Ma le sue opere fiorirono anche fuori da Napoli: nel 1871 aprì ad Assisi un istituto per ciechi e sordomuti – l'attuale Istituto Serafico, il più imponente della cittadina francescana, recentemente visitato da Papa Francesco – a cui seguì un altro a Firenze: qui avviò anche un orfanotrofio con tipografia e varie botteghe, e fece costruire nel 1874 una chiesa dedicata al Sacro Cuore. A Roma fondò nel 1879 una scuola che cedette poi a don Giovanni Bosco, e nel 1883 inaugurò l’istituto dell’Immacolata come scuola gratuita per fanciulli poveri, convitto per gli orfani e seminario.

Tra le iniziative culturali, singolare è l’Accademia cattolica di religione e scienza, fondata da Padre Ludovico a Napoli nel 1864 e a cui aderirono molti intellettuali italiani, fra cui Gino Capponi e Niccolò Tommaseo. Scopo dell’istituzione – in cui lo stesso padre Agostino Gemelli avrebbe poi visto il primo seme di una Università Cattolica – era il dialogo con la cultura laica, ma ebbe purtroppo vita brevissima, a causa di aspre polemiche. Padre Ludovico continuò tuttavia ad alimentare il dibattito attraverso le riviste La Carità (1865) e L’Orfanello (1873).

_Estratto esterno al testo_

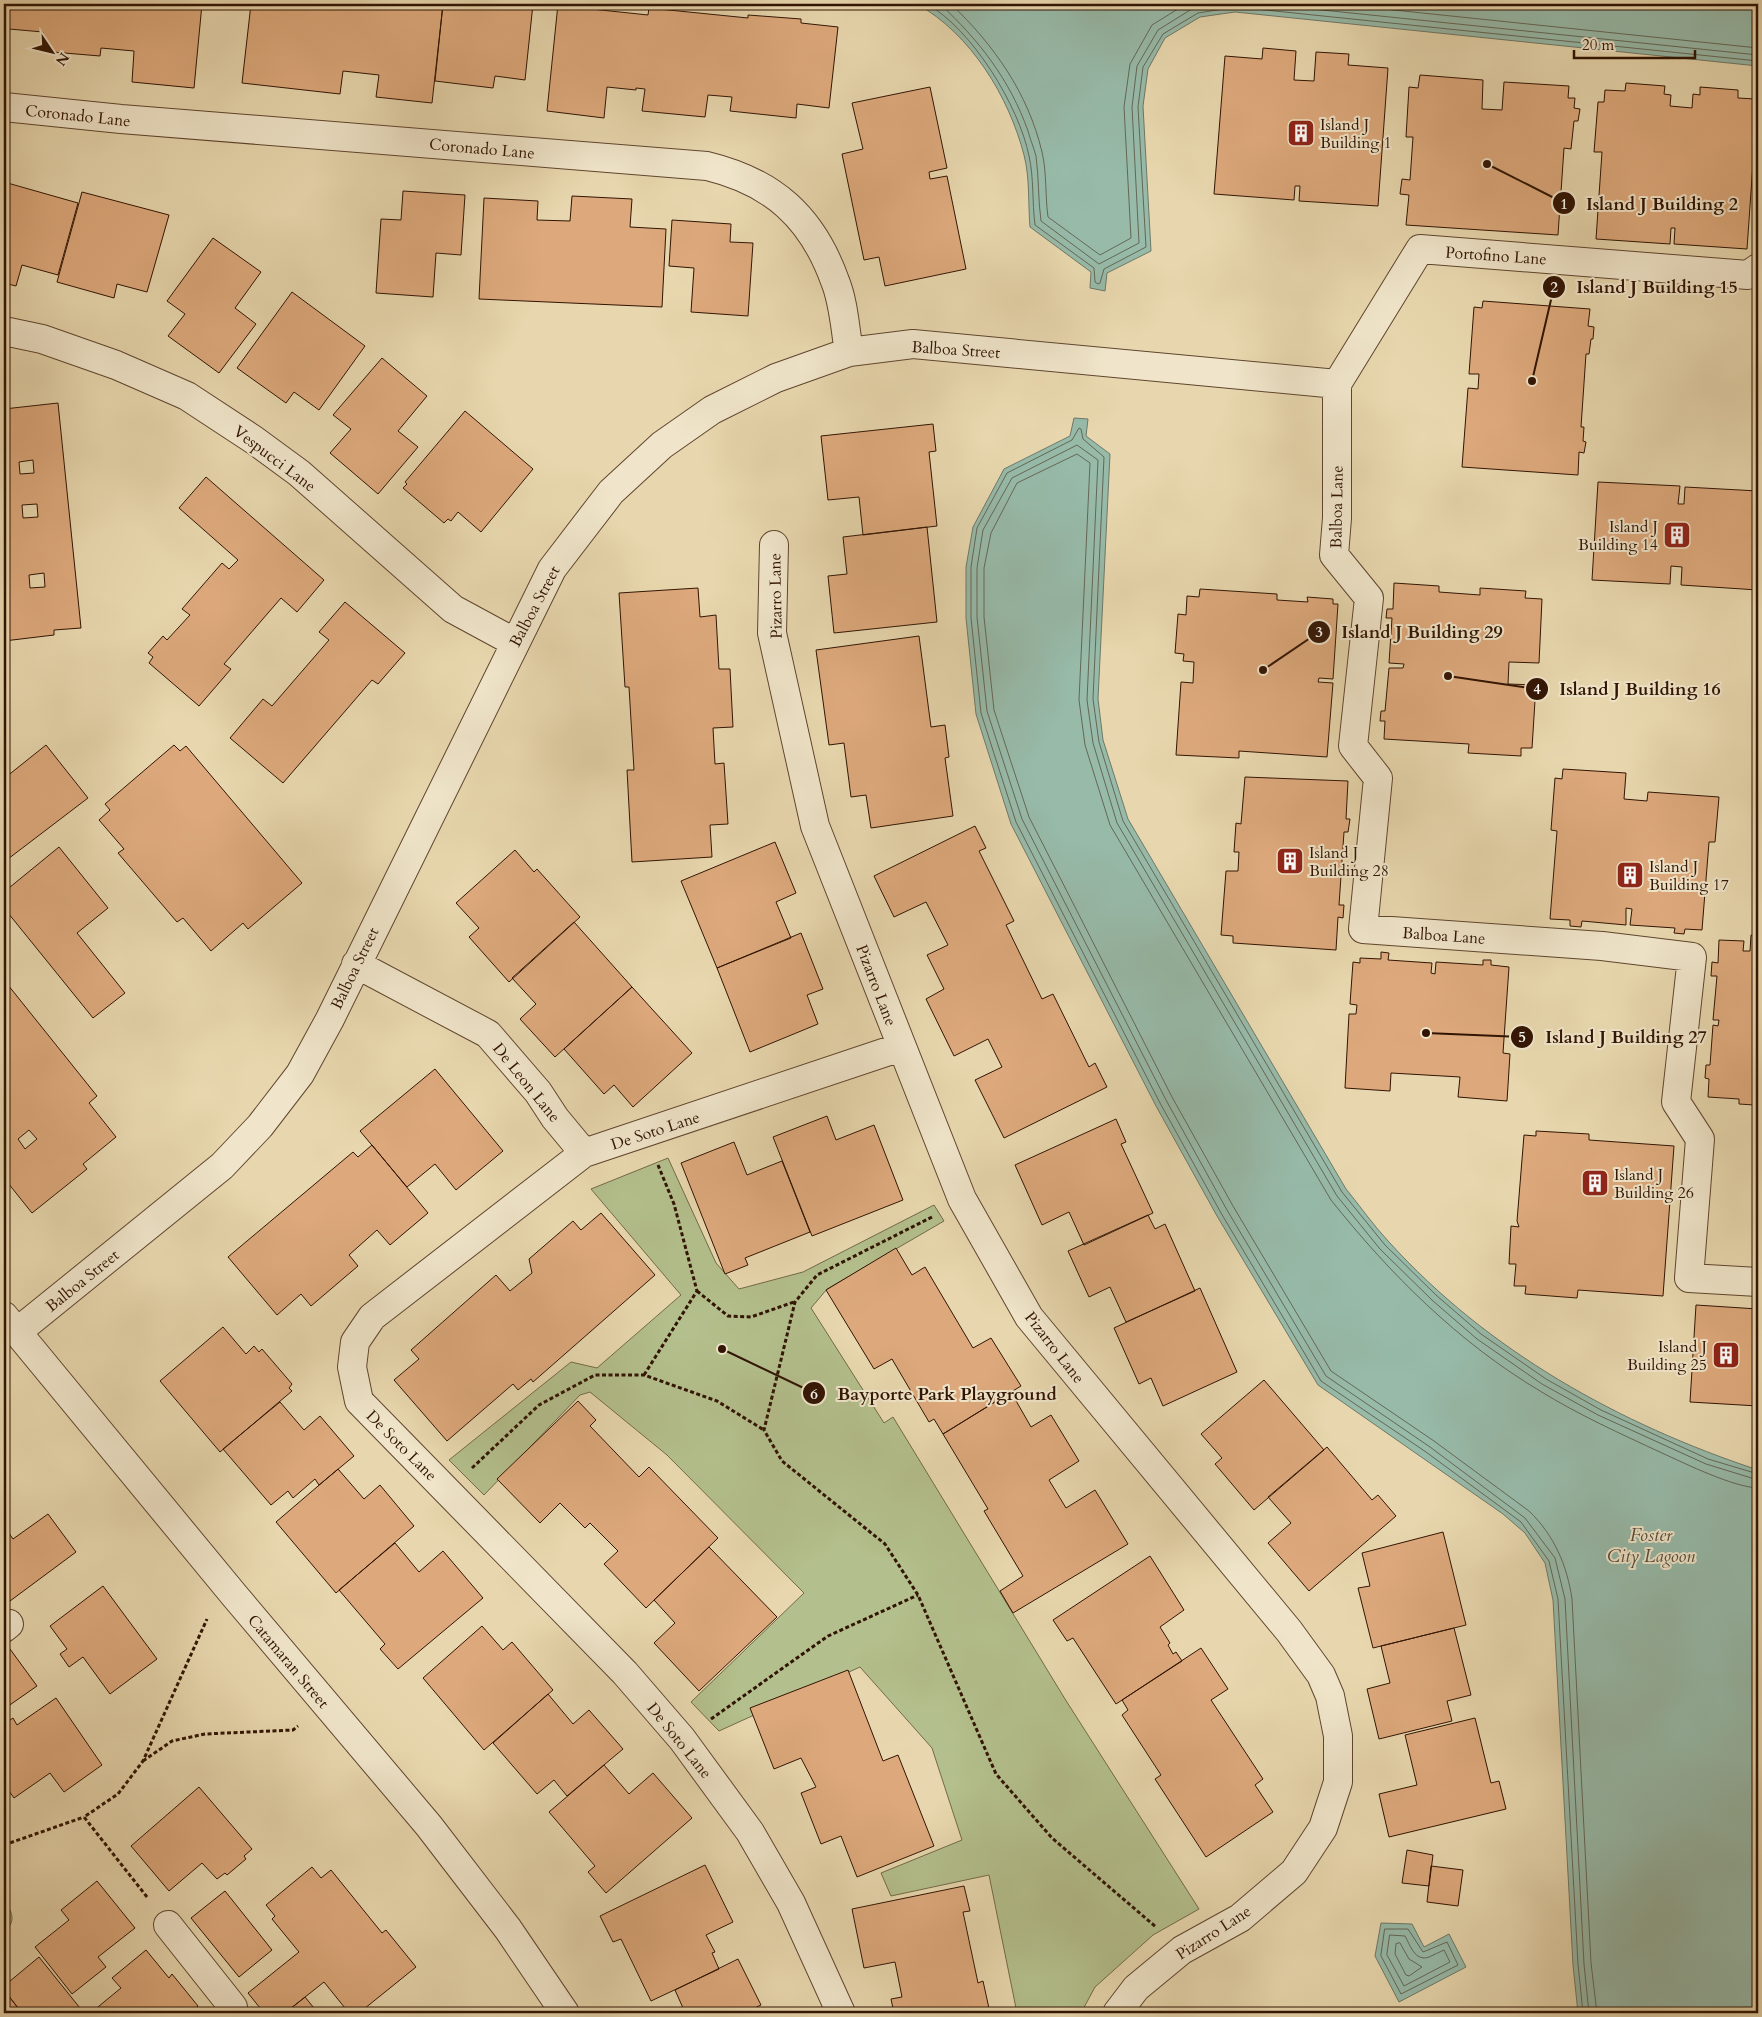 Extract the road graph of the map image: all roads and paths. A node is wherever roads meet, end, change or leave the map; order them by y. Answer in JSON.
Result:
{"nodes":[{"id":1,"x":4,"y":107,"type":"edge"},
{"id":2,"x":1758,"y":268,"type":"edge"},
{"id":3,"x":4,"y":331,"type":"edge"},
{"id":4,"x":849,"y":352,"type":"junction"},
{"id":5,"x":1337,"y":384,"type":"junction"},
{"id":6,"x":774,"y":545,"type":"dead end"},
{"id":7,"x":514,"y":642,"type":"junction"},
{"id":8,"x":356,"y":964,"type":"junction"},
{"id":9,"x":901,"y":1046,"type":"junction"},
{"id":10,"x":645,"y":1133,"type":"junction"},
{"id":11,"x":584,"y":1153,"type":"junction"},
{"id":12,"x":962,"y":1199,"type":"junction"},
{"id":13,"x":1758,"y":1282,"type":"edge"},
{"id":14,"x":697,"y":1291,"type":"junction"},
{"id":15,"x":795,"y":1302,"type":"junction"},
{"id":16,"x":10,"y":1324,"type":"edge"},
{"id":17,"x":644,"y":1375,"type":"junction"},
{"id":18,"x":764,"y":1430,"type":"junction"},
{"id":19,"x":447,"y":1490,"type":"junction"},
{"id":20,"x":234,"y":1595,"type":"junction"},
{"id":21,"x":918,"y":1595,"type":"junction"},
{"id":22,"x":325,"y":1703,"type":"junction"},
{"id":23,"x":682,"y":1739,"type":"junction"},
{"id":24,"x":143,"y":1761,"type":"junction"},
{"id":25,"x":84,"y":1817,"type":"junction"},
{"id":26,"x":4,"y":1845,"type":"edge"},
{"id":27,"x":168,"y":1925,"type":"joint"},
{"id":28,"x":1182,"y":1950,"type":"junction"},
{"id":29,"x":229,"y":2013,"type":"edge"},
{"id":30,"x":564,"y":2013,"type":"edge"},
{"id":31,"x":841,"y":2013,"type":"edge"},
{"id":32,"x":1117,"y":2013,"type":"edge"}],
"edges":[{"from":1,"to":4,"type":"street","name":"Coronado Lane"},
{"from":2,"to":5,"type":"street","name":"Portofino Lane"},
{"from":3,"to":7,"type":"street","name":"Vespucci Lane"},
{"from":4,"to":5,"type":"street","name":"Balboa Street"},
{"from":4,"to":7,"type":"street","name":"Balboa Street"},
{"from":5,"to":13,"type":"street","name":"Balboa Lane"},
{"from":6,"to":9,"type":"street","name":"Pizarro Lane"},
{"from":7,"to":8,"type":"street","name":"Balboa Street"},
{"from":8,"to":11,"type":"street","name":"De Leon Lane"},
{"from":8,"to":16,"type":"street","name":"Balboa Street"},
{"from":9,"to":10,"type":"street","name":"De Soto Lane"},
{"from":9,"to":12,"type":"street","name":"Pizarro Lane"},
{"from":10,"to":11,"type":"street","name":"De Soto Lane"},
{"from":10,"to":14,"type":"path"},
{"from":11,"to":19,"type":"street","name":"De Soto Lane"},
{"from":12,"to":15,"type":"path"},
{"from":12,"to":28,"type":"street","name":"Pizarro Lane"},
{"from":14,"to":15,"type":"path"},
{"from":14,"to":17,"type":"path"},
{"from":15,"to":18,"type":"path"},
{"from":16,"to":20,"type":"street","name":"Catamaran Street"},
{"from":17,"to":18,"type":"path"},
{"from":17,"to":19,"type":"path"},
{"from":18,"to":21,"type":"path"},
{"from":19,"to":23,"type":"street","name":"De Soto Lane"},
{"from":20,"to":22,"type":"street","name":"Catamaran Street"},
{"from":20,"to":24,"type":"path"},
{"from":21,"to":23,"type":"path"},
{"from":21,"to":28,"type":"path"},
{"from":22,"to":24,"type":"path"},
{"from":22,"to":30,"type":"street","name":"Catamaran Street"},
{"from":23,"to":31,"type":"street","name":"De Soto Lane"},
{"from":24,"to":25,"type":"path"},
{"from":25,"to":26,"type":"path"},
{"from":25,"to":27,"type":"path"},
{"from":27,"to":29,"type":"street"},
{"from":28,"to":32,"type":"street","name":"Pizarro Lane"}]}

Memorabili furono le celebrazioni del VII centenario dalla nascita di San Francesco, nel 1882, che Padre Ludovico promosse  in tutta Italia, organizzando a Posillipo un pranzo per cinquemila poveri. L’anno seguente, in suo onore, si svolse a Napoli il Congresso nazionale del Terz’Ordine francescano, che lo indicava a modello ed esempio.

Padre Ludovico fu un personaggio pubblico di assoluto rilievo nella vita napoletana e italiana di metà Ottocento. Fu stimato ed incoraggiato sia da Pio IX che da Leone XIII; e sostenuto dai re delle Due Sicilie Ferdinando II e Francesco II. Nel 1860 – attraverso il cardinale Alfonso Capecelatro –  fu inviato dal governo piemontese a riportare in città l’Arcivescovo di Napoli Sisto Riario Sforza, che era stato esiliato da  Garibaldi. Fu il grande "padre nobile" dei Neoguelfi napoletani, pubblicamente stimato anche da liberali come Imbriani e Settembrini.

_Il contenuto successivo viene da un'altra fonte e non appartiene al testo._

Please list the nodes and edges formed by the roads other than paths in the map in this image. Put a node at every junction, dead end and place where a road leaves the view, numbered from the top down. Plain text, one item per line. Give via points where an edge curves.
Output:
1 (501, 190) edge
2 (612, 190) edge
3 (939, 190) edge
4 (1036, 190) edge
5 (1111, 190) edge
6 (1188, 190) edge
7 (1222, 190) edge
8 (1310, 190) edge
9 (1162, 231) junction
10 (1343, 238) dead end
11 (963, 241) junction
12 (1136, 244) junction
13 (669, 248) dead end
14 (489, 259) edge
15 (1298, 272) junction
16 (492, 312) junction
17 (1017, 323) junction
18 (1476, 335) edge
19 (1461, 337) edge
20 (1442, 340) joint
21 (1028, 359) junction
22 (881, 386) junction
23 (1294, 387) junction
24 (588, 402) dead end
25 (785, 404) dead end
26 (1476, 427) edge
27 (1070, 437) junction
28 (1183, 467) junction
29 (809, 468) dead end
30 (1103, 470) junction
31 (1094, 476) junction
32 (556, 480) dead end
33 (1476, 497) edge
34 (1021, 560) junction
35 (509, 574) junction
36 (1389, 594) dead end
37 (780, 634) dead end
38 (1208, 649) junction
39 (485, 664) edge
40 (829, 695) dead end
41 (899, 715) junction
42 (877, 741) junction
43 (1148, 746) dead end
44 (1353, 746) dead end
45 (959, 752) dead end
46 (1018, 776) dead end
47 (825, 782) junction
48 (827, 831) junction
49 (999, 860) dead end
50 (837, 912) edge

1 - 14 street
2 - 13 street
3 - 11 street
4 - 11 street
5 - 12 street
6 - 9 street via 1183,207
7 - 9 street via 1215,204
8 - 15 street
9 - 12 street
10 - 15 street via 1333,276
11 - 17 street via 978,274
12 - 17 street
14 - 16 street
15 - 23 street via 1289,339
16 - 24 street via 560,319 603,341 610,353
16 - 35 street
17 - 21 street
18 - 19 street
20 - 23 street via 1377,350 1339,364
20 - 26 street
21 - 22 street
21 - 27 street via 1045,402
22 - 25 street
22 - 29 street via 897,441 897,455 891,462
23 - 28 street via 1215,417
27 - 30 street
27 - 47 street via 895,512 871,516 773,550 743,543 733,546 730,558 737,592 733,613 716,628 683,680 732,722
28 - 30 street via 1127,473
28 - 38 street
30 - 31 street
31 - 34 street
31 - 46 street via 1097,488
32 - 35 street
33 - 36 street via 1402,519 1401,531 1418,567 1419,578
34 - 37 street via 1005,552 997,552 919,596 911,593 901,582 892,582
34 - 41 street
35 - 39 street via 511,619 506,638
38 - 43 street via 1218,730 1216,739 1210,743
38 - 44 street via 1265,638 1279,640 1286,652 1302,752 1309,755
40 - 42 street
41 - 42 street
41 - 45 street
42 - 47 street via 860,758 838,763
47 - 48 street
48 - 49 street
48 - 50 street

Padre Ludovico godette di una straordinaria popolarità e della fama di “santo vivente”: morì a Posillipo il 30 marzo 1885, e i suoi funerali rimasero impressi a lungo nei ricordi dei napoletani per l’eccezionale mobilitazione che suscitarono da tutta Italia. Il 13 febbraio 1964 fu approvata la dichiarazione dell’eroicità delle virtù; e il 18 aprile 1993 fu beatificato da Papa Giovanni Paolo II. Il 23 novembre 2014 sarà proclamato santo da Papa Francesco.